KEYTRUDA is also indicated for the treatment of patients with metastatic
non-small cell lung cancer (NSCLC) whose tumors express PD-L1 as
determined by an FDA-approved test with disease progression on or after
platinum-containing chemotherapy. Patients with EGFR or ALK genomic
tumor aberrations should have disease progression on FDA-approved
therapy for these aberrations prior to receiving KEYTRUDA. The NSCLC
indication is approved under accelerated approval based on tumor
response rate and durability of response. An improvement in survival or
disease-related symptoms has not yet been established. Continued
approval for this indication may be contingent upon verification and
description of clinical benefit in the confirmatory trials.

KEYTRUDA is administered at a dose of 2 mg/kg as an intravenous infusion
over 30 minutes every three weeks for the approved indications.

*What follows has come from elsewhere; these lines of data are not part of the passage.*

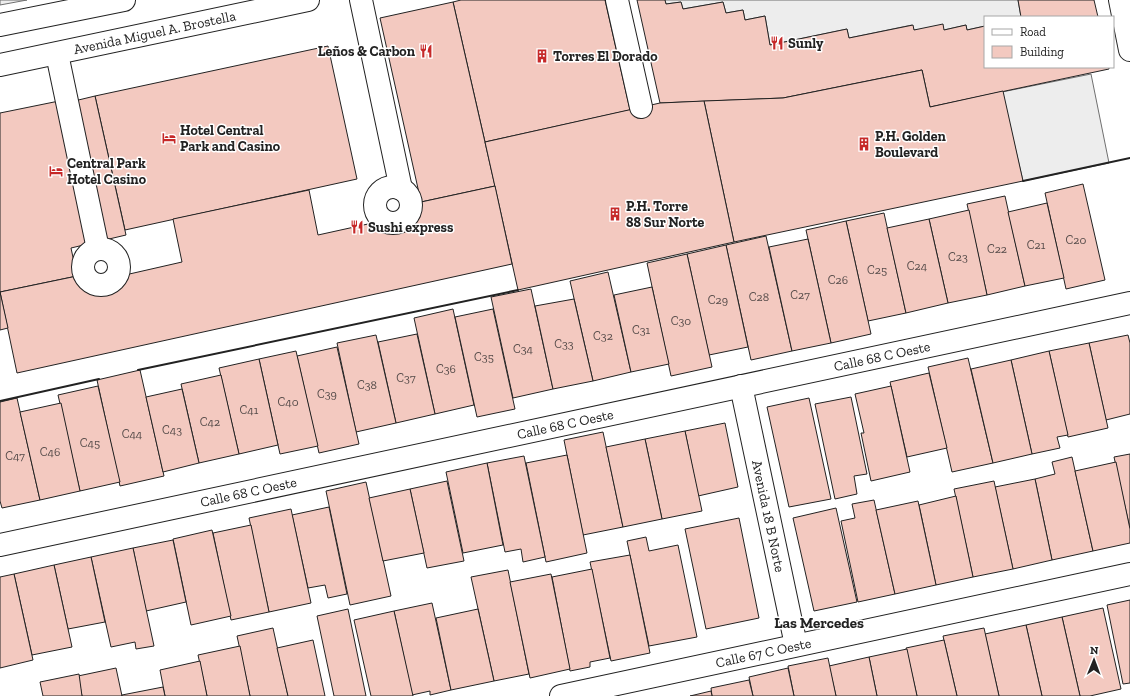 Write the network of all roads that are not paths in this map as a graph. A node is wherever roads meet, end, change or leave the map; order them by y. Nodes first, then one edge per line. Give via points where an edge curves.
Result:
1 (308, 0) edge
2 (361, 0) edge
3 (617, 0) edge
4 (1120, 0) edge
5 (114, 1) edge
6 (267, 5) edge
7 (0, 25) edge
8 (1130, 50) edge
9 (57, 54) junction
10 (0, 65) edge
11 (641, 107) dead end
12 (401, 189) dead end
13 (98, 249) dead end
14 (1130, 303) edge
15 (741, 386) junction
16 (0, 545) edge
17 (1130, 574) edge
18 (796, 645) junction
19 (561, 696) edge

1 - 6 street, Avenida Miguel A. Brostella
2 - 12 street
3 - 11 street
4 - 8 street
5 - 7 street
6 - 9 street, Avenida Miguel A. Brostella
9 - 10 street, Avenida Miguel A. Brostella
9 - 13 street
14 - 15 street, Calle 68 C Oeste
15 - 16 street, Calle 68 C Oeste
15 - 18 street, Avenida 18 B Norte
17 - 18 street, Calle 67 C Oeste
18 - 19 street, Calle 67 C Oeste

Selected Important Safety Information for KEYTRUDA^®
(pembrolizumab)

Immune-mediated pneumonitis, including fatal cases, occurred in patients
receiving KEYTRUDA. Pneumonitis occurred in 32 (2%) of 1,567 patients
with melanoma, including Grade 1 (0.8%), 2 (0.8%), and 3 (0.4%)
pneumonitis. Pneumonitis occurred in 19 (3.5%) of 550 patients with
non-small cell lung cancer (NSCLC), including Grade 2 (1.1%), 3 (1.3%),
4 (0.4%), or 5 (0.2%) pneumonitis. Monitor patients for signs and
symptoms of pneumonitis. Evaluate suspected pneumonitis with
radiographic imaging. Administer corticosteroids for Grade 2 or greater
pneumonitis. Withhold KEYTRUDA for Grade 2; permanently discontinue
KEYTRUDA for Grade 3 or 4 or recurrent Grade 2 pneumonitis.

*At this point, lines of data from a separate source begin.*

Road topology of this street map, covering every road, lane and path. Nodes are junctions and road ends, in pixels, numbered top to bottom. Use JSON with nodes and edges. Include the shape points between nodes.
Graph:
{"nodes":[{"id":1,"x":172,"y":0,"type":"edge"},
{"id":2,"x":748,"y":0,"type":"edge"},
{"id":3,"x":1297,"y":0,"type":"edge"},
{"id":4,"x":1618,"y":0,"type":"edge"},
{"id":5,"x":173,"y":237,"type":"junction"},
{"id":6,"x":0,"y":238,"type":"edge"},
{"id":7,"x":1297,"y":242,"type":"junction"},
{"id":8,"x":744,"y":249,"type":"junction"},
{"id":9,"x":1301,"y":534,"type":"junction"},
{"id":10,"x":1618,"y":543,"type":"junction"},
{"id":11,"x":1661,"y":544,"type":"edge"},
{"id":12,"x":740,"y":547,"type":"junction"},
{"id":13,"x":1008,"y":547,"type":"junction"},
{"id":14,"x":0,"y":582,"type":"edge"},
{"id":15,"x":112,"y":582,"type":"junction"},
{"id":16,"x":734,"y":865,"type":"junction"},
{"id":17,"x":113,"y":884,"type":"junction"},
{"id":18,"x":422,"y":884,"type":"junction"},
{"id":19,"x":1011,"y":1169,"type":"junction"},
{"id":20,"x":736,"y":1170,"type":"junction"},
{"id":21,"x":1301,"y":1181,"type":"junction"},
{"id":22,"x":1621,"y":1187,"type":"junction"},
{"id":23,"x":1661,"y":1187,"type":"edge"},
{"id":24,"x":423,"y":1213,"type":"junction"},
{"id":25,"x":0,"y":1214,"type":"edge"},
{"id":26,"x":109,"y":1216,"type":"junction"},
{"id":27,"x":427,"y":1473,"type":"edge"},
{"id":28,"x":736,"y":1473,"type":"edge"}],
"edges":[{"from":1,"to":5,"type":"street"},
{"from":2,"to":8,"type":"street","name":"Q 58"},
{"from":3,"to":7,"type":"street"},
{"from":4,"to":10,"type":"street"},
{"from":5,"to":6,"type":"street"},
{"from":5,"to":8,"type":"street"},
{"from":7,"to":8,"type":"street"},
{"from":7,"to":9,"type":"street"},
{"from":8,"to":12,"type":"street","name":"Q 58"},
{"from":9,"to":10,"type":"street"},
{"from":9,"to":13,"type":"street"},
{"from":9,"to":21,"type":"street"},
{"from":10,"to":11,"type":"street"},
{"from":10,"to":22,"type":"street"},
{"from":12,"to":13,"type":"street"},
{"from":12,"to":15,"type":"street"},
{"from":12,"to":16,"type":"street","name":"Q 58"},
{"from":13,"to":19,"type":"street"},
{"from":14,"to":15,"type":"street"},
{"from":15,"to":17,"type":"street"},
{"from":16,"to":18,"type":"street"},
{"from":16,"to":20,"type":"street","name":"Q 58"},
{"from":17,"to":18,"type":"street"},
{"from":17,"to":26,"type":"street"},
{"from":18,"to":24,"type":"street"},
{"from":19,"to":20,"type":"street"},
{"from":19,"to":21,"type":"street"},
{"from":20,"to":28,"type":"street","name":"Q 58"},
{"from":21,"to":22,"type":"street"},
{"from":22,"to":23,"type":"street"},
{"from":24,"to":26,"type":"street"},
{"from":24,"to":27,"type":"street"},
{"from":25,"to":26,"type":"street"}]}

Immune-mediated colitis occurred in 31 (2%) of 1,567 patients with
melanoma, including Grade 2 (0.5%), 3 (1.1%), and 4 (0.1%) colitis.
Immune-mediated colitis occurred in 4 (0.7%) of 550 patients with NSCLC,
including Grade 2 (0.2%) or 3 (0.4%) colitis. Monitor patients for signs
and symptoms of colitis. Administer corticosteroids for Grade 2 or
greater colitis. Withhold KEYTRUDA for Grade 2 or 3; permanently
discontinue KEYTRUDA for Grade 4 colitis.

Immune-mediated hepatitis occurred in 16 (1%) of 1,567 patients with
melanoma, including Grade 2 (0.1%), 3 (0.7%), and 4 (0.1%) hepatitis.
Monitor patients for changes in liver function. Administer
corticosteroids for Grade 2 or greater hepatitis and, based on severity
of liver enzyme elevations, withhold or discontinue KEYTRUDA.

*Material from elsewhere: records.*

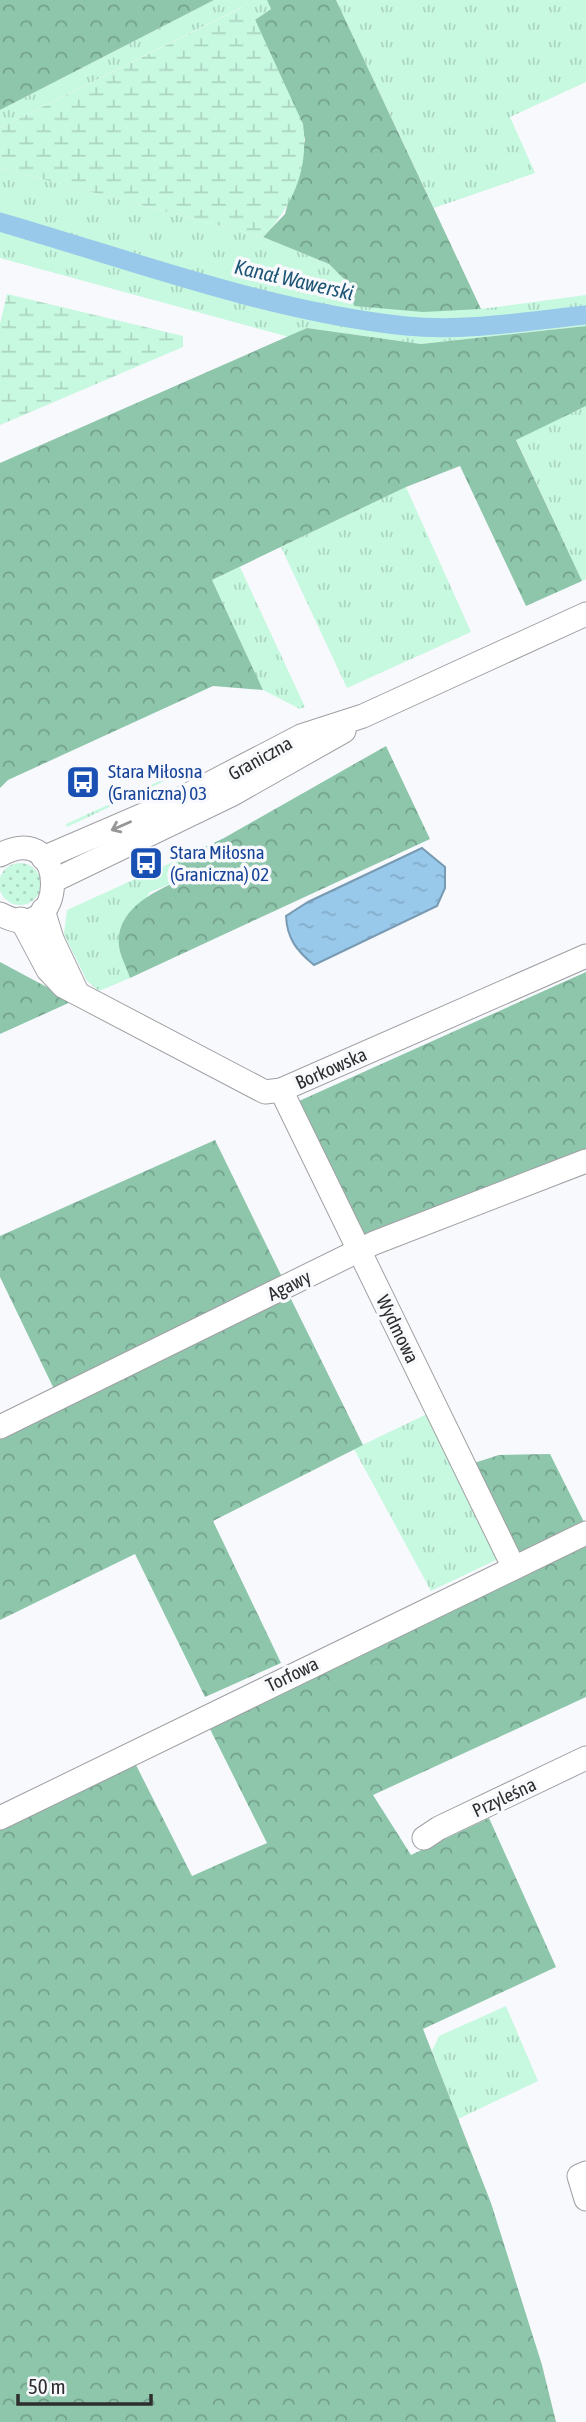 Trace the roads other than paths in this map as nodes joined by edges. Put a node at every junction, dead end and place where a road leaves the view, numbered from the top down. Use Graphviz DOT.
graph roads {
  1 [pos="586,614"];
  2 [pos="363,716"];
  3 [pos="0,855"];
  4 [pos="43,858"];
  5 [pos="55,880"];
  6 [pos="43,910"];
  7 [pos="11,917"];
  8 [pos="586,956"];
  9 [pos="80,995"];
  10 [pos="281,1090"];
  11 [pos="586,1161"];
  12 [pos="361,1250"];
  13 [pos="0,1426"];
  14 [pos="586,1533"];
  15 [pos="514,1568"];
  16 [pos="586,1758"];
  17 [pos="0,1818"];
  18 [pos="424,1838"];
  19 [pos="583,2174"];
  20 [pos="586,2199"];
  1 -- 2 [label="street, Graniczna"];
  2 -- 4 [label="street, Graniczna, one-way"];
  2 -- 5 [label="street, Graniczna"];
  3 -- 4 [label="street"];
  4 -- 5 [label="street"];
  5 -- 6 [label="street"];
  6 -- 7 [label="street"];
  6 -- 9 [label="street"];
  7 -- 9 [label="street, Borkowska"];
  8 -- 10 [label="street, Borkowska"];
  9 -- 10 [label="street, Borkowska"];
  10 -- 12 [label="street, Wydmowa"];
  11 -- 12 [label="street, Agawy"];
  12 -- 13 [label="street, Agawy"];
  12 -- 15 [label="street, Wydmowa"];
  14 -- 15 [label="street, Torfowa"];
  15 -- 17 [label="street, Torfowa"];
  16 -- 18 [label="street, Przyleśna"];
  19 -- 20 [label="street"];
}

Hypophysitis occurred in 13 (0.8%) of 1,567 patients with melanoma,
including Grade 2 (0.3%), 3 (0.3%), and 4 (0.1%) hypophysitis.
Hypophysitis occurred in 1 (0.2%) of 550 patients with NSCLC, which was
Grade 3 in severity. Monitor patients for signs and symptoms of
hypophysitis (including hypopituitarism and adrenal insufficiency).
Administer corticosteroids and hormone replacement as clinically
indicated. Withhold KEYTRUDA for Grade 2; withhold or discontinue for
Grade 3 or 4 hypophysitis.

Hyperthyroidism occurred in 51 (3.3%) of 1,567 patients with melanoma,
including Grade 2 (0.6%) and 3 (0.1%) hyperthyroidism. Hypothyroidism
occurred in 127 (8.1%) of 1,567 patients with melanoma, including Grade
3 (0.1%) hypothyroidism. Hyperthyroidism occurred in 10 (1.8%) of 550
patients with NSCLC, including Grade 2 (0.7%) or 3 (0.3%)
hyperthyroidism. Hypothyroidism occurred in 38 (6.9%) of 550 patients
with NSCLC, including Grade 2 (5.5%) or 3 (0.2%) hypothyroidism. Thyroid
disorders can occur at any time during treatment. Monitor patients for
changes in thyroid function (at the start of treatment, periodically
during treatment, and as indicated based on clinical evaluation) and for
clinical signs and symptoms of thyroid disorders. Administer replacement
hormones for hypothyroidism and manage hyperthyroidism with thionamides
and beta-blockers as appropriate. Withhold or discontinue KEYTRUDA
(pembrolizumab) for Grade 3 or 4 hyperthyroidism.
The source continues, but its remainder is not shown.